───── Provided entries ─────
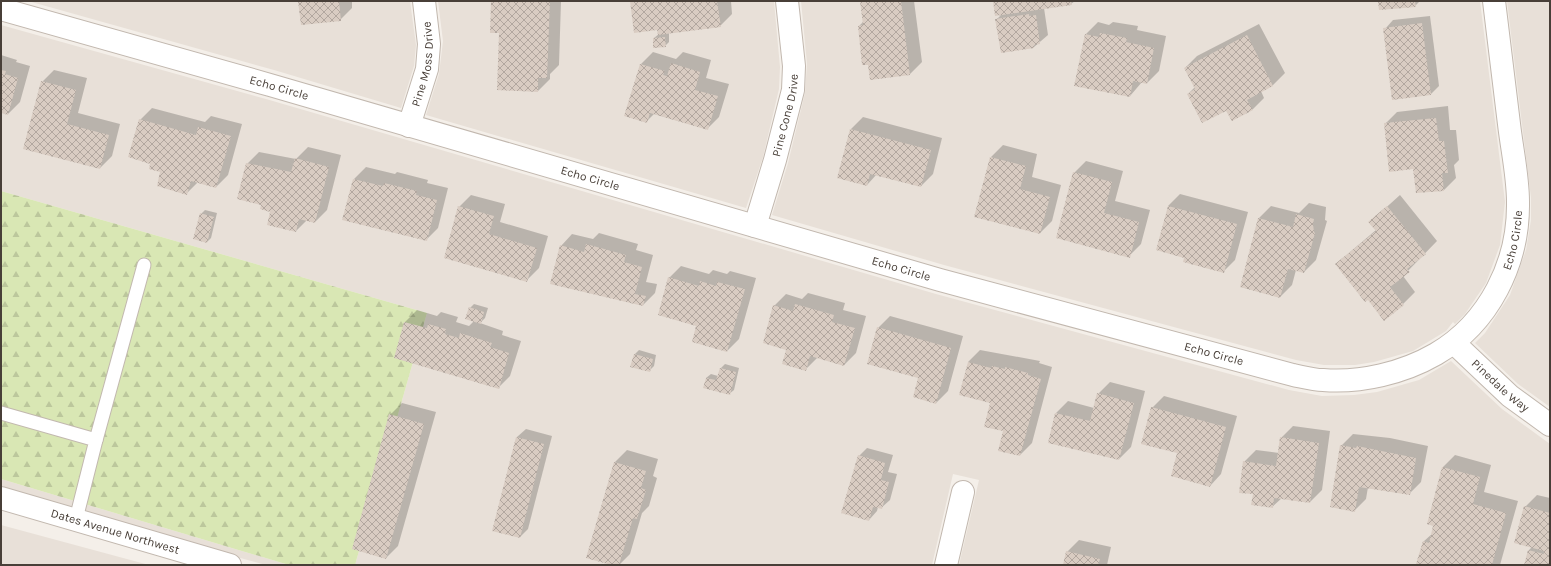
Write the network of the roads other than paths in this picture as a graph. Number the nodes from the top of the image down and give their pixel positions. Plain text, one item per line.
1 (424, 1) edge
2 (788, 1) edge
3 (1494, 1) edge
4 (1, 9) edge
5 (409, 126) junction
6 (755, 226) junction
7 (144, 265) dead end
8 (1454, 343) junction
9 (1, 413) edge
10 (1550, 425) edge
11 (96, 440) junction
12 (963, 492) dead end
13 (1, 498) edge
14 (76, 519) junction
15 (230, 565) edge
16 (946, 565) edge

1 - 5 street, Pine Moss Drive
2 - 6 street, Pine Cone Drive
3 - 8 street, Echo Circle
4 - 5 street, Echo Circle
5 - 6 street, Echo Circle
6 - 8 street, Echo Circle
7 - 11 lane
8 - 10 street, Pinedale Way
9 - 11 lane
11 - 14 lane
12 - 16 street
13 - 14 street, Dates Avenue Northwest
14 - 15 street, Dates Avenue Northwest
─────
Exercise goal> Transcribe the material as is, with images omitted.

Output for this exercise>
Write the network of the roads other than paths in this picture as a graph. Number the nodes from the top of the image down and give their pixel positions. Plain text, one item per line.
1 (424, 1) edge
2 (788, 1) edge
3 (1494, 1) edge
4 (1, 9) edge
5 (409, 126) junction
6 (755, 226) junction
7 (144, 265) dead end
8 (1454, 343) junction
9 (1, 413) edge
10 (1550, 425) edge
11 (96, 440) junction
12 (963, 492) dead end
13 (1, 498) edge
14 (76, 519) junction
15 (230, 565) edge
16 (946, 565) edge

1 - 5 street, Pine Moss Drive
2 - 6 street, Pine Cone Drive
3 - 8 street, Echo Circle
4 - 5 street, Echo Circle
5 - 6 street, Echo Circle
6 - 8 street, Echo Circle
7 - 11 lane
8 - 10 street, Pinedale Way
9 - 11 lane
11 - 14 lane
12 - 16 street
13 - 14 street, Dates Avenue Northwest
14 - 15 street, Dates Avenue Northwest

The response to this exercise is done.